I’ve taken a wrong turn somewhere.

(Cheeseburger? Thanks.)

As I was brooding over this situation, something came over my desk regarding business opportunities in the CNMI. Yes, even in a lousy economy there are opportunities to be had. But none of them could make me feel like I’m not a slob anymore.

Until I though of this: Rent-a-Sergeant.

Sergeants realize that fear and misery are the secrets to physical training (PT) success. It’s a time honored formula. It’s a total substitute for the self-discipline that a lot of us seem to lose over the years while we worry about business and profit lines instead of waist lines. Sergeants don’t care about profit lines, do they? Only pukes do, right? RIGHT? I CAN’T HEEEARRR YOU….

Indeed. That’s what a lot of us need. Me, anyway. Some fire-breathing Sergeant beating metal trash can lids together at zero-dark-hundred in the morning. That wonderful feeling of hitting the ceiling out of shock when awakened in such a manner, and the mad scramble to get up and out and ready to PT in roughly five nanoseconds.
There’s no turning back. There never is. Not when you’re at the mercy of the Rent-a-Sergeant.

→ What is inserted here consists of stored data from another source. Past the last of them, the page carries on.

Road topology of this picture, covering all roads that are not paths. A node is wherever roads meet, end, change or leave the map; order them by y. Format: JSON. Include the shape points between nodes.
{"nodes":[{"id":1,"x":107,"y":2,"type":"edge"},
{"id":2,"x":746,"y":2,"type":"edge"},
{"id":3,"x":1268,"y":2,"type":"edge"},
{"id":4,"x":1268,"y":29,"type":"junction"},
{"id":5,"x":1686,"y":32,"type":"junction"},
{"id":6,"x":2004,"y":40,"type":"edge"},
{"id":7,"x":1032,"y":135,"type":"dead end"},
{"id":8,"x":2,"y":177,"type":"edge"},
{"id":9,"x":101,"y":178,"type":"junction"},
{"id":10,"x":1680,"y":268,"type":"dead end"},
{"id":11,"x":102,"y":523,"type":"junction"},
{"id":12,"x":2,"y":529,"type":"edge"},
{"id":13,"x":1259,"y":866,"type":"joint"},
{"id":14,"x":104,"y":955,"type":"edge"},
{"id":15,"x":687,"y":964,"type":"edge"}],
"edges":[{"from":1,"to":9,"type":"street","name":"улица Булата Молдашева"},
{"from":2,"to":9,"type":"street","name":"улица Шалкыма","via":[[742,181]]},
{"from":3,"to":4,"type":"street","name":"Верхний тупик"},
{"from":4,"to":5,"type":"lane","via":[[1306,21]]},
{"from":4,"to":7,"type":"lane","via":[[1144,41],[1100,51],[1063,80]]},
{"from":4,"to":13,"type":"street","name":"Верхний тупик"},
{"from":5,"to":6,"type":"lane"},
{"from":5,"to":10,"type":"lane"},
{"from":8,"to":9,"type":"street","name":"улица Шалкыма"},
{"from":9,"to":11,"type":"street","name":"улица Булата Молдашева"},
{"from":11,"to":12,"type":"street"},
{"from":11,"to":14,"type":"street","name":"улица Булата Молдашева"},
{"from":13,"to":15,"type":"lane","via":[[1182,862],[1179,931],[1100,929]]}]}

Somebody might point out that there are “personal trainers” out there. They were everywhere in California. Personal trainers, however, are the opposite of sergeants. Personal trainers have blow-dried hair. They don’t eat pork. They don’t chain smoke. They don’t drink Old Milwaukee beer out of their boots. They don’t have tattoos of skulls on fire and that say “Kill A Commie For Mommy.” Some wear tight, stretchy pants. Some appear to be, uh, a bit light in their loafers, so to speak.

By contrast, I remember a Staff Sergeant from Indiana who could chain smoke while thrashing us on a five mile run. He kept the pack of cigs tucked in his sock. Where do we find such men? The way this guy smoked he probably only had a quarter of one lung working, max, and he still ground out one heck of a pace. He’d hack and wheeze and spit and cuss but he never missed a step. Off-duty, he dated women the color of mayonnaise who weighed over 200 pounds. They, too, had tattoos of skulls. Now that’s tough. That’s why America is numero uno.

As you can see, the Rent-a-Sergeant program is a natural. It can’t miss. So the next time you VFW types are swilling beers and swapping war stories at the Oleai beach bar, sketch out a business plan and get this program rolling.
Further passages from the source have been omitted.